- When enforcement actions in addition to a CMP are not justified (e.g., loss of NATCEP program).
- When collateral civil litigation may exist or be threatened if invalid deficiencies are not removed.
- When invalid deficiencies increase the likelihood of becoming (or remaining) a special focus facility.
- When invalid deficiencies may raise insurance premiums or the risk of being placed on a termination track.

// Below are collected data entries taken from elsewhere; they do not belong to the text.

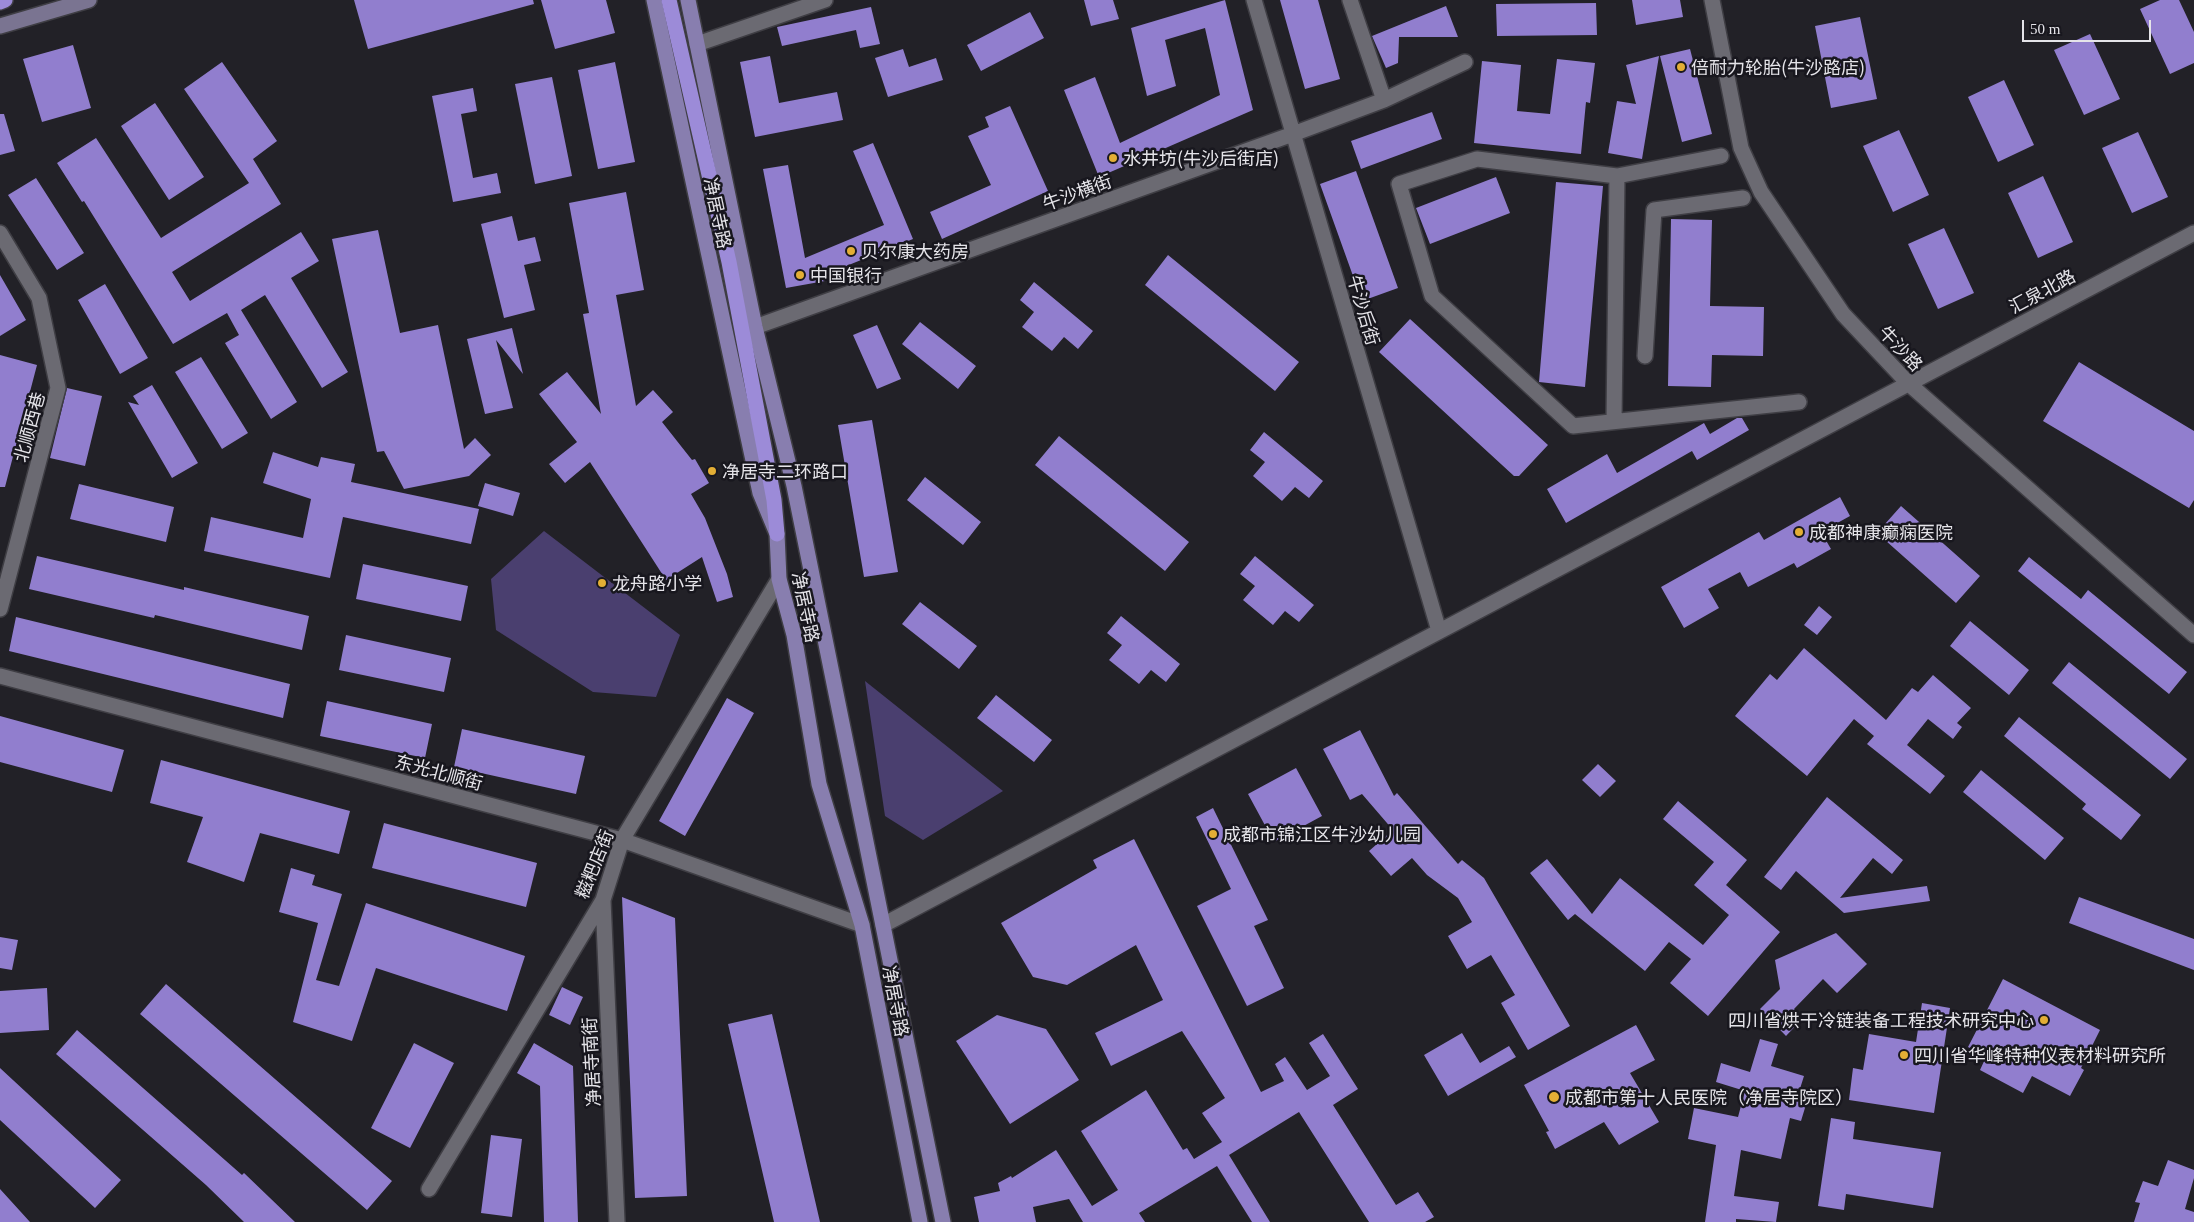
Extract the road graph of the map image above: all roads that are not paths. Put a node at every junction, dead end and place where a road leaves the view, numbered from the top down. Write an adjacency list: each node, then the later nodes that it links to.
1 (5, 0): 10 (highway)
2 (89, 0): 11 (main road)
3 (654, 0): 26 (main road, 净居寺路)
4 (669, 0): 26 (highway)
5 (688, 0): 12 (main road, 净居寺路)
6 (825, 0): 12 (street)
7 (1254, 0): 15 (street, 牛沙后街)
8 (1350, 0): 14 (street)
9 (1712, 0): 23 (street, 牛沙路)
10 (0, 2)
11 (0, 26)
12 (697, 44): 21 (main road, 净居寺路)
13 (1465, 62): 14 (street, 牛沙横街)
14 (1384, 100): 15 (street, 牛沙横街)
15 (1293, 134): 21 (street, 牛沙横街); 29 (street, 牛沙后街)
16 (1721, 156): 17 (street)
17 (1617, 176): 25 (street); 25 (street)
18 (1743, 198): 22 (street)
19 (0, 233): 28 (street, 北顺西巷)
20 (2194, 233): 23 (street, 汇泉北路)
21 (755, 327): 35 (main road, 净居寺路)
22 (1646, 356)
23 (1908, 383): 29 (street, 汇泉北路); 30 (street, 牛沙路)
24 (1799, 402): 25 (street)
25 (1614, 421)
26 (776, 534): 27 (main road, 净居寺路)
27 (779, 579): 32 (street, 糍粑店街); 34 (main road, 净居寺路)
28 (0, 609)
29 (1438, 631): 35 (street, 汇泉北路)
30 (2194, 635)
31 (0, 676): 32 (street, 东光北顺街)
32 (622, 840): 33 (street, 糍粑店街); 34 (street, 东光北顺街)
33 (603, 900): 36 (street, 糍粑店街); 37 (street, 净居寺南街)
34 (862, 925): 38 (main road, 净居寺路)
35 (882, 925): 39 (main road, 净居寺路)
36 (429, 1188)
37 (617, 1222)
38 (920, 1222)
39 (943, 1222)

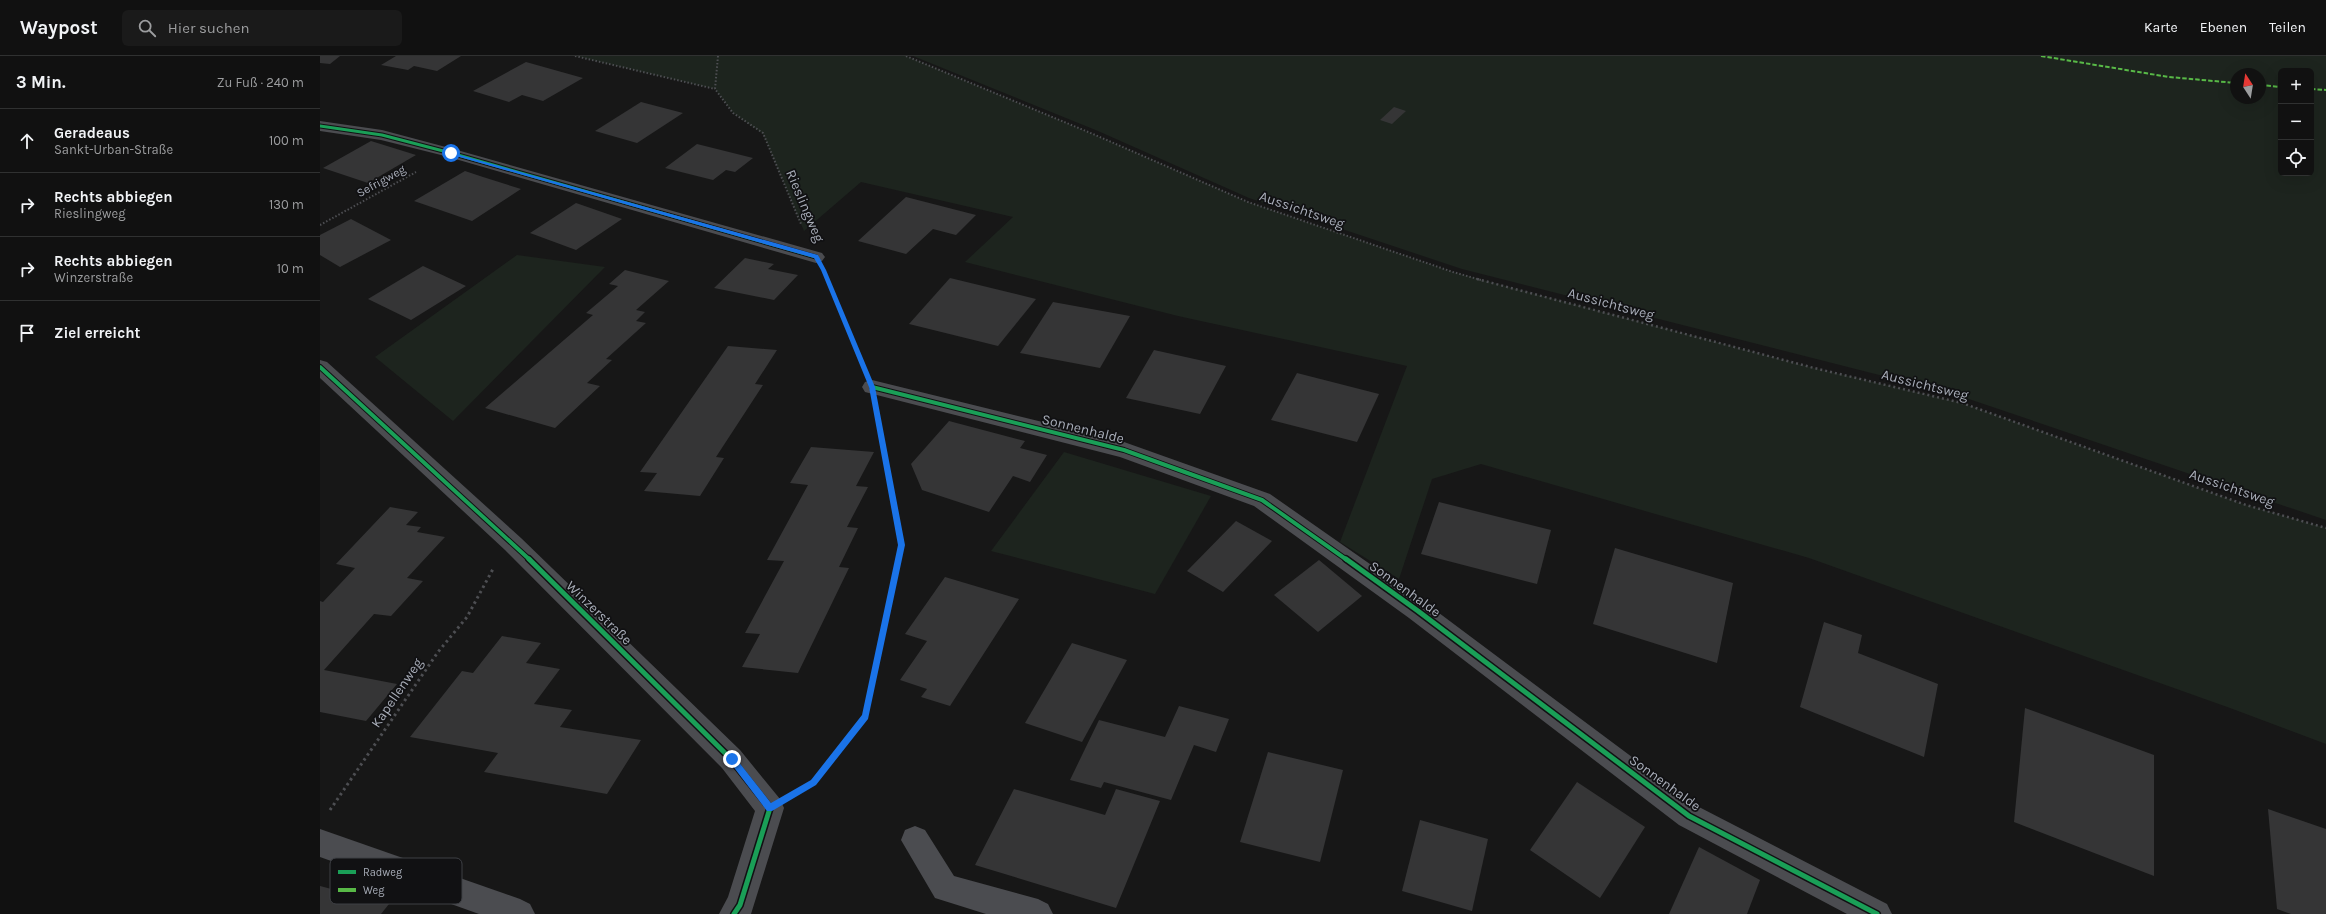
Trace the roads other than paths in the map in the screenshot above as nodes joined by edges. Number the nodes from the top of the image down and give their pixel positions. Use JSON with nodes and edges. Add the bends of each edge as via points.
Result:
{"nodes":[{"id":1,"x":320,"y":126,"type":"edge"},
{"id":2,"x":816,"y":257,"type":"road end"},
{"id":3,"x":320,"y":367,"type":"edge"},
{"id":4,"x":872,"y":387,"type":"road end"},
{"id":5,"x":915,"y":840,"type":"dead end"},
{"id":6,"x":320,"y":842,"type":"edge"},
{"id":7,"x":364,"y":858,"type":"edge"},
{"id":8,"x":462,"y":893,"type":"edge"},
{"id":9,"x":520,"y":914,"type":"edge"},
{"id":10,"x":734,"y":914,"type":"edge"},
{"id":11,"x":1038,"y":914,"type":"edge"},
{"id":12,"x":1877,"y":914,"type":"edge"}],
"edges":[{"from":1,"to":2,"type":"street","via":[[382,135],[451,153]]},
{"from":3,"to":10,"type":"street","name":"Winzerstraße","via":[[536,566],[732,759],[770,808],[740,905]]},
{"from":4,"to":12,"type":"street","name":"Sonnenhalde","via":[[1124,450],[1262,500],[1418,611],[1689,816]]},
{"from":5,"to":11,"type":"street","via":[[945,888]]},
{"from":6,"to":7,"type":"street"},
{"from":8,"to":9,"type":"street"}]}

- When rectifying invalid deficiencies is a matter of principle to owners/operators.
KNOW WHEN TO APPEAL
Providers should always consider carefully any deficiencies on the statement of deficiencies, including whether the deficiencies and resulting enforcement actions deserve to be challenged. But when it appears that a deficiency has been correctly cited, the author’s advice is for providers to:
- Waive the facility’s right to appeal within 60 calendar days, which will reduce the CMP by 35 percent; and
- More importantly, examine what went wrong, and implement appropriate measures so future incidents can be avoided.
No long-term care facility ever wants to see a statement of deficiencies with serious deficiencies on it. In some cases, CMS incorrectly cites deficiencies, leading to absolutely legitimate reasons for a challenge. But knowing when to appeal those deficiencies (and also when it’s best to learn from them and further improve resident care) can help all facilities in the process of delivering quality care and maintaining consumer trust.